# TASK BRIEF:
With the pictures set aside, write out all of the data exactly as it stands.

Stored items
======

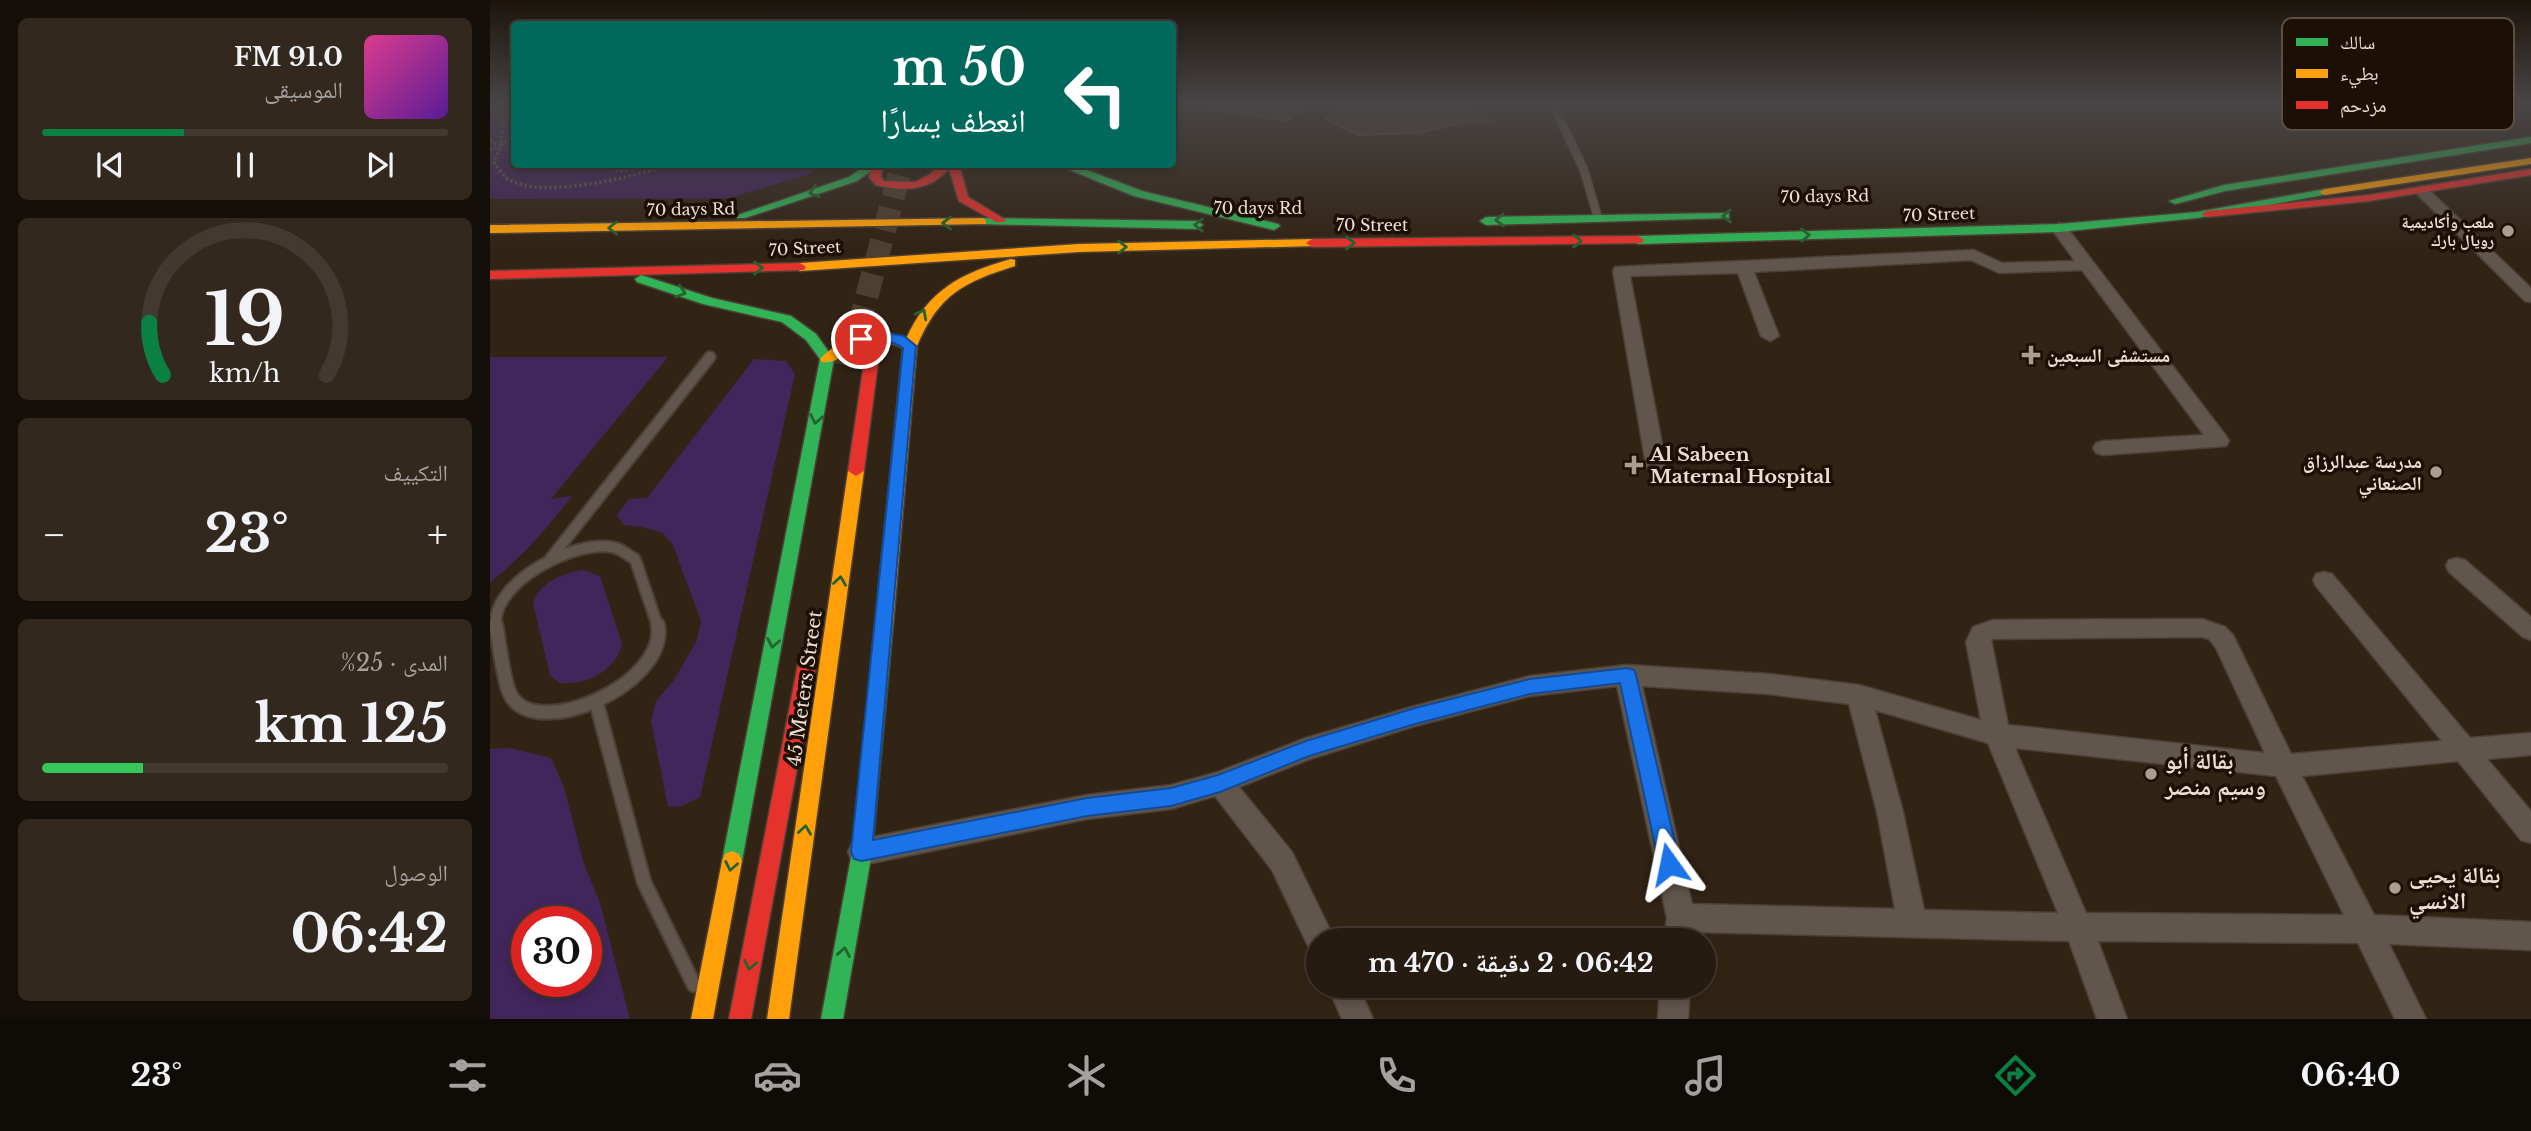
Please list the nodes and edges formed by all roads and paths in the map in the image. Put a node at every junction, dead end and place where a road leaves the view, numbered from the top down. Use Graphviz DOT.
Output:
graph roads {
  1 [pos="499,150"];
  2 [pos="1574,150"];
  3 [pos="2470,150"];
  4 [pos="2531,151"];
  5 [pos="2531,161"];
  6 [pos="496,164"];
  7 [pos="490,167"];
  8 [pos="610,168"];
  9 [pos="637,168"];
  10 [pos="658,168"];
  11 [pos="871,168"];
  12 [pos="877,168"];
  13 [pos="944,168"];
  14 [pos="954,168"];
  15 [pos="1068,168"];
  16 [pos="2531,172"];
  17 [pos="2422,191"];
  18 [pos="2175,201"];
  19 [pos="2148,203"];
  20 [pos="1737,215"];
  21 [pos="2197,215"];
  22 [pos="1598,218"];
  23 [pos="1476,221"];
  24 [pos="1005,222"];
  25 [pos="705,227"];
  26 [pos="2059,228"];
  27 [pos="490,229"];
  28 [pos="1697,238"];
  29 [pos="1079,248"];
  30 [pos="2089,265"];
  31 [pos="1721,267"];
  32 [pos="1744,268"];
  33 [pos="616,271"];
  34 [pos="490,275"];
  35 [pos="2531,297"];
  36 [pos="1770,337"];
  37 [pos="909,346"];
  38 [pos="710,358"];
  39 [pos="827,359"];
  40 [pos="871,363"];
  41 [pos="2103,448"];
  42 [pos="1656,465"];
  43 [pos="550,560"];
  44 [pos="2457,566"];
  45 [pos="2324,580"];
  46 [pos="2531,631"];
  47 [pos="810,646"];
  48 [pos="1627,675"];
  49 [pos="1859,695"];
  50 [pos="596,701"];
  51 [pos="1997,735"];
  52 [pos="2531,744"];
  53 [pos="2465,749"];
  54 [pos="2284,766"];
  55 [pos="1220,783"];
  56 [pos="2531,831"];
  57 [pos="862,852"];
  58 [pos="1912,923"];
  59 [pos="2078,927"];
  60 [pos="1314,928"];
  61 [pos="1680,928"];
  62 [pos="1716,928"];
  63 [pos="2367,929"];
  64 [pos="2531,936"];
  65 [pos="1348,998"];
  66 [pos="1674,998"];
  67 [pos="703,1013"];
  68 [pos="740,1019"];
  69 [pos="778,1019"];
  70 [pos="832,1019"];
  71 [pos="1358,1019"];
  72 [pos="1672,1019"];
  73 [pos="2112,1019"];
  74 [pos="2412,1019"];
  1 -- 6 [label="path"];
  2 -- 22 [label="lane"];
  3 -- 18 [label="main road"];
  4 -- 18 [label="main road"];
  5 -- 21 [label="main road, 70 Street"];
  6 -- 7 [label="path"];
  6 -- 10 [label="path"];
  8 -- 9 [label="path"];
  11 -- 25 [label="main road, one-way"];
  12 -- 13 [label="main road"];
  14 -- 24 [label="main road"];
  15 -- 24 [label="main road, 70 days Rd, one-way"];
  16 -- 17 [label="main road"];
  17 -- 21 [label="main road"];
  17 -- 35 [label="street"];
  18 -- 19 [label="main road"];
  20 -- 22 [label="main road, one-way"];
  21 -- 26 [label="main road, 70 Street"];
  22 -- 23 [label="main road, one-way"];
  24 -- 25 [label="main road, 70 days Rd, one-way"];
  25 -- 27 [label="main road, 70 days Rd, one-way"];
  28 -- 26 [label="main road, 70 Street, one-way"];
  26 -- 30 [label="street"];
  29 -- 28 [label="main road, 70 Street, one-way"];
  28 -- 31 [label="street"];
  33 -- 29 [label="main road, 70 Street, one-way"];
  37 -- 29 [label="main road, one-way"];
  30 -- 32 [label="street"];
  30 -- 41 [label="street"];
  31 -- 32 [label="street"];
  31 -- 42 [label="street"];
  32 -- 36 [label="street"];
  33 -- 34 [label="main road, 70 Street"];
  33 -- 39 [label="main road, one-way"];
  37 -- 39 [label="main road"];
  37 -- 57 [label="main road"];
  38 -- 43 [label="lane"];
  39 -- 67 [label="main road, one-way"];
  69 -- 40 [label="main road, 45 Meters Street, one-way"];
  43 -- 50 [label="lane"];
  43 -- 50 [label="lane"];
  44 -- 46 [label="street"];
  45 -- 53 [label="street"];
  47 -- 68 [label="main road, 45 Meters Street, one-way"];
  48 -- 49 [label="street"];
  48 -- 55 [label="street"];
  48 -- 61 [label="street"];
  49 -- 51 [label="street"];
  49 -- 58 [label="street"];
  50 -- 67 [label="lane"];
  51 -- 54 [label="street"];
  51 -- 54 [label="street"];
  51 -- 59 [label="street"];
  52 -- 53 [label="street"];
  53 -- 54 [label="street"];
  53 -- 56 [label="street"];
  54 -- 63 [label="street"];
  55 -- 57 [label="street"];
  55 -- 60 [label="street"];
  70 -- 57 [label="main road, one-way"];
  58 -- 59 [label="street"];
  58 -- 62 [label="street"];
  59 -- 63 [label="street"];
  59 -- 73 [label="street"];
  63 -- 64 [label="street"];
  63 -- 74 [label="street"];
  65 -- 71 [label="street"];
  66 -- 72 [label="street"];
}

======

# REPLY:
Please list the nodes and edges formed by all roads and paths in the map in the image. Put a node at every junction, dead end and place where a road leaves the view, numbered from the top down. Use Graphviz DOT.
Output:
graph roads {
  1 [pos="499,150"];
  2 [pos="1574,150"];
  3 [pos="2470,150"];
  4 [pos="2531,151"];
  5 [pos="2531,161"];
  6 [pos="496,164"];
  7 [pos="490,167"];
  8 [pos="610,168"];
  9 [pos="637,168"];
  10 [pos="658,168"];
  11 [pos="871,168"];
  12 [pos="877,168"];
  13 [pos="944,168"];
  14 [pos="954,168"];
  15 [pos="1068,168"];
  16 [pos="2531,172"];
  17 [pos="2422,191"];
  18 [pos="2175,201"];
  19 [pos="2148,203"];
  20 [pos="1737,215"];
  21 [pos="2197,215"];
  22 [pos="1598,218"];
  23 [pos="1476,221"];
  24 [pos="1005,222"];
  25 [pos="705,227"];
  26 [pos="2059,228"];
  27 [pos="490,229"];
  28 [pos="1697,238"];
  29 [pos="1079,248"];
  30 [pos="2089,265"];
  31 [pos="1721,267"];
  32 [pos="1744,268"];
  33 [pos="616,271"];
  34 [pos="490,275"];
  35 [pos="2531,297"];
  36 [pos="1770,337"];
  37 [pos="909,346"];
  38 [pos="710,358"];
  39 [pos="827,359"];
  40 [pos="871,363"];
  41 [pos="2103,448"];
  42 [pos="1656,465"];
  43 [pos="550,560"];
  44 [pos="2457,566"];
  45 [pos="2324,580"];
  46 [pos="2531,631"];
  47 [pos="810,646"];
  48 [pos="1627,675"];
  49 [pos="1859,695"];
  50 [pos="596,701"];
  51 [pos="1997,735"];
  52 [pos="2531,744"];
  53 [pos="2465,749"];
  54 [pos="2284,766"];
  55 [pos="1220,783"];
  56 [pos="2531,831"];
  57 [pos="862,852"];
  58 [pos="1912,923"];
  59 [pos="2078,927"];
  60 [pos="1314,928"];
  61 [pos="1680,928"];
  62 [pos="1716,928"];
  63 [pos="2367,929"];
  64 [pos="2531,936"];
  65 [pos="1348,998"];
  66 [pos="1674,998"];
  67 [pos="703,1013"];
  68 [pos="740,1019"];
  69 [pos="778,1019"];
  70 [pos="832,1019"];
  71 [pos="1358,1019"];
  72 [pos="1672,1019"];
  73 [pos="2112,1019"];
  74 [pos="2412,1019"];
  1 -- 6 [label="path"];
  2 -- 22 [label="lane"];
  3 -- 18 [label="main road"];
  4 -- 18 [label="main road"];
  5 -- 21 [label="main road, 70 Street"];
  6 -- 7 [label="path"];
  6 -- 10 [label="path"];
  8 -- 9 [label="path"];
  11 -- 25 [label="main road, one-way"];
  12 -- 13 [label="main road"];
  14 -- 24 [label="main road"];
  15 -- 24 [label="main road, 70 days Rd, one-way"];
  16 -- 17 [label="main road"];
  17 -- 21 [label="main road"];
  17 -- 35 [label="street"];
  18 -- 19 [label="main road"];
  20 -- 22 [label="main road, one-way"];
  21 -- 26 [label="main road, 70 Street"];
  22 -- 23 [label="main road, one-way"];
  24 -- 25 [label="main road, 70 days Rd, one-way"];
  25 -- 27 [label="main road, 70 days Rd, one-way"];
  28 -- 26 [label="main road, 70 Street, one-way"];
  26 -- 30 [label="street"];
  29 -- 28 [label="main road, 70 Street, one-way"];
  28 -- 31 [label="street"];
  33 -- 29 [label="main road, 70 Street, one-way"];
  37 -- 29 [label="main road, one-way"];
  30 -- 32 [label="street"];
  30 -- 41 [label="street"];
  31 -- 32 [label="street"];
  31 -- 42 [label="street"];
  32 -- 36 [label="street"];
  33 -- 34 [label="main road, 70 Street"];
  33 -- 39 [label="main road, one-way"];
  37 -- 39 [label="main road"];
  37 -- 57 [label="main road"];
  38 -- 43 [label="lane"];
  39 -- 67 [label="main road, one-way"];
  69 -- 40 [label="main road, 45 Meters Street, one-way"];
  43 -- 50 [label="lane"];
  43 -- 50 [label="lane"];
  44 -- 46 [label="street"];
  45 -- 53 [label="street"];
  47 -- 68 [label="main road, 45 Meters Street, one-way"];
  48 -- 49 [label="street"];
  48 -- 55 [label="street"];
  48 -- 61 [label="street"];
  49 -- 51 [label="street"];
  49 -- 58 [label="street"];
  50 -- 67 [label="lane"];
  51 -- 54 [label="street"];
  51 -- 54 [label="street"];
  51 -- 59 [label="street"];
  52 -- 53 [label="street"];
  53 -- 54 [label="street"];
  53 -- 56 [label="street"];
  54 -- 63 [label="street"];
  55 -- 57 [label="street"];
  55 -- 60 [label="street"];
  70 -- 57 [label="main road, one-way"];
  58 -- 59 [label="street"];
  58 -- 62 [label="street"];
  59 -- 63 [label="street"];
  59 -- 73 [label="street"];
  63 -- 64 [label="street"];
  63 -- 74 [label="street"];
  65 -- 71 [label="street"];
  66 -- 72 [label="street"];
}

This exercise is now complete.